Crystal structure of the cerato-platanin-like protein Cpl1 from Ustilago maydis

8A14 の概要

• エントリーDOI: 10.2210/pdb8a14/pdb
• 分子名称: Cerato-platatanin-like protein 1 (2 entities in total)
• 機能のキーワード: cerato-platatanin, double-psi-barrel, chitin-binding, sugar binding protein
• 由来する生物種: Ustilago maydis 521; 詳細
• タンパク質・核酸の鎖数: 6
• 化学式量合計: 220630.76

構造登録者

Weiland, P.,Bange, G.,Altegoer, F. (登録日: 2022-05-31, 公開日: 2023-05-17, 最終更新日: 2024-10-23)

主引用文献

Weiland, P.,Dempwolff, F.,Steinchen, W.,Freibert, S.A.,Tian, H.,Glatter, T.,Martin, R.,Thomma, B.P.H.J.,Bange, G.,Altegoer, F.
Structural and functional analysis of the cerato-platanin-like protein Cpl1 suggests diverging functions in smut fungi.
Mol Plant Pathol, 24:768-787, 2023

PubMed Abstract: Plant-pathogenic fungi are causative agents of the majority of plant diseases and can lead to severe crop loss in infected populations. Fungal colonization is achieved by combining different strategies, such as avoiding and counteracting the plant immune system and manipulating the host metabolome. Of major importance are virulence factors secreted by fungi, which fulfil diverse functions to support the infection process.

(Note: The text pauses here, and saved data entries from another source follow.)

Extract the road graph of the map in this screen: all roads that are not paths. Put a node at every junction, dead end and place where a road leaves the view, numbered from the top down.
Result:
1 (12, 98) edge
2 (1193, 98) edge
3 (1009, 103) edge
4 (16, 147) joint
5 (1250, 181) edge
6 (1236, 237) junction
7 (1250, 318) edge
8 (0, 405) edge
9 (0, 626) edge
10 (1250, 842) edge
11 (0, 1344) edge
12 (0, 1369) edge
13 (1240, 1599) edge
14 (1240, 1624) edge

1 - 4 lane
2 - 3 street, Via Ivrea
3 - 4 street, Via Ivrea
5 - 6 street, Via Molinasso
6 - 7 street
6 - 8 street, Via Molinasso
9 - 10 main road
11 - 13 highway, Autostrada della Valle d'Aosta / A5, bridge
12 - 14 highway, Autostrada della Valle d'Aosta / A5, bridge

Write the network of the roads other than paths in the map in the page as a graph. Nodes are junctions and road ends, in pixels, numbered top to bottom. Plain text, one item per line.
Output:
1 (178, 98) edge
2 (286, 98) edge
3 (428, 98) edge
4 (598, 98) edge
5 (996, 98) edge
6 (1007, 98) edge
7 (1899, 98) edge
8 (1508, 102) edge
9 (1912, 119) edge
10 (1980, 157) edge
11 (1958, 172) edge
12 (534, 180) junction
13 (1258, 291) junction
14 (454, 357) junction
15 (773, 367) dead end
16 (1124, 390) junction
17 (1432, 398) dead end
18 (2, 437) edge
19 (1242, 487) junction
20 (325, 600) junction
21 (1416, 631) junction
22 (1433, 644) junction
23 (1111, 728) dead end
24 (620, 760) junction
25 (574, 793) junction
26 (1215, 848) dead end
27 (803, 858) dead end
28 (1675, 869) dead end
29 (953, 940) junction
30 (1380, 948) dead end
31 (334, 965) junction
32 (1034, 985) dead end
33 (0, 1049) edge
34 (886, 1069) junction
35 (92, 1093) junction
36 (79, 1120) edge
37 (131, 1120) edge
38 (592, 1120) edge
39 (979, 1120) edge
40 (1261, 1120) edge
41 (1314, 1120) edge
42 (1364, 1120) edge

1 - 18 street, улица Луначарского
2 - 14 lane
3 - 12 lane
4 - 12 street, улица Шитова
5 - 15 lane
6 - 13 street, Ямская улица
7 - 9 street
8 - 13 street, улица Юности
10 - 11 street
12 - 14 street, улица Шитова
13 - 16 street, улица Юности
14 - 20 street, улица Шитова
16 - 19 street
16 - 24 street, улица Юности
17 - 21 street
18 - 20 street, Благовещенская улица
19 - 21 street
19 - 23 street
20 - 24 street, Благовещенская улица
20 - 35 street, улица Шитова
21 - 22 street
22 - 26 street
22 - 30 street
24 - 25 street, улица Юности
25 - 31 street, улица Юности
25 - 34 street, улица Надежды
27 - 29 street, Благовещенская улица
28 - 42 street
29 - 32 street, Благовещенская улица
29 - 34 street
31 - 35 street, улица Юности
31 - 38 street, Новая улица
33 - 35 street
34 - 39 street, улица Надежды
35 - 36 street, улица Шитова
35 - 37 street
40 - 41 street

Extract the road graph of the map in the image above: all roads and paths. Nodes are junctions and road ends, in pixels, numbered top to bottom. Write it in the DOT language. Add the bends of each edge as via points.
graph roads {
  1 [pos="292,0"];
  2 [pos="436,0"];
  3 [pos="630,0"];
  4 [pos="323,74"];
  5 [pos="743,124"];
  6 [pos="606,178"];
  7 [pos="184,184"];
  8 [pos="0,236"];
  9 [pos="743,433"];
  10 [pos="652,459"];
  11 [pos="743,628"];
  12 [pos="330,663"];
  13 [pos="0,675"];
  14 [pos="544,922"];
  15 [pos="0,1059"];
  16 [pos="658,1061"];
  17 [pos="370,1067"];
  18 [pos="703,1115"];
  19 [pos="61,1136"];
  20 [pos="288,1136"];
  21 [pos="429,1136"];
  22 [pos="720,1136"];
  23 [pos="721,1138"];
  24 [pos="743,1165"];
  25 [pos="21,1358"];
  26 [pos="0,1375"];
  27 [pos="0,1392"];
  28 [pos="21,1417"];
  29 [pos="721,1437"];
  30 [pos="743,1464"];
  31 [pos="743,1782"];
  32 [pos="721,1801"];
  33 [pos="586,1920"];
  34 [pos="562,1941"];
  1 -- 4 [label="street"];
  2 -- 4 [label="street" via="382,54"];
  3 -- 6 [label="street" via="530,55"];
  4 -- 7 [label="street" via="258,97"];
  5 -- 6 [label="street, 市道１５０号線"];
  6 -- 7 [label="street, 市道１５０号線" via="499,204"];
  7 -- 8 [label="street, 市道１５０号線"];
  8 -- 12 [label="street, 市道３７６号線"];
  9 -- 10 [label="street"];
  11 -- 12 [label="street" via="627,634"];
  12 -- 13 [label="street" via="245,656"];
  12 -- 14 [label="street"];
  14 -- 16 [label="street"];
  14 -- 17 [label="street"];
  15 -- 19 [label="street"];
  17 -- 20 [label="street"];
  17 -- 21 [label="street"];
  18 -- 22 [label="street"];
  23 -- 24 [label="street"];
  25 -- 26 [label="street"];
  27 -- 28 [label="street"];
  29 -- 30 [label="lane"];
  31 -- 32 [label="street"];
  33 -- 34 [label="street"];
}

Most of these proteins are highly specialized, with structural and biochemical information often absent. Here, we present the atomic structures of the cerato-platanin-like protein Cpl1 from Ustilago maydis and its homologue Uvi2 from Ustilago hordei. Both proteins adopt a double-Ψβ-barrel architecture reminiscent of cerato-platanin proteins, a class so far not described in smut fungi. Our structure-function analysis shows that Cpl1 binds to soluble chitin fragments via two extended grooves at the dimer interface of the two monomer molecules. This carbohydrate-binding mode has not been observed previously and expands the repertoire of chitin-binding proteins. Cpl1 localizes to the cell wall of U. maydis and might synergize with cell wall-degrading and decorating proteins during maize infection. The architecture of Cpl1 harbouring four surface-exposed loop regions supports the idea that it might play a role in the spatial coordination of these proteins. While deletion of cpl1 has only mild effects on the virulence of U. maydis, a recent study showed that deletion of uvi2 strongly impairs U. hordei virulence. Our structural comparison between Cpl1 and Uvi2 reveals sequence variations in the loop regions that might explain a diverging function.

PubMed: 37171083
DOI: 10.1111/mpp.13349

実験手法

X-RAY DIFFRACTION (1.9 Å)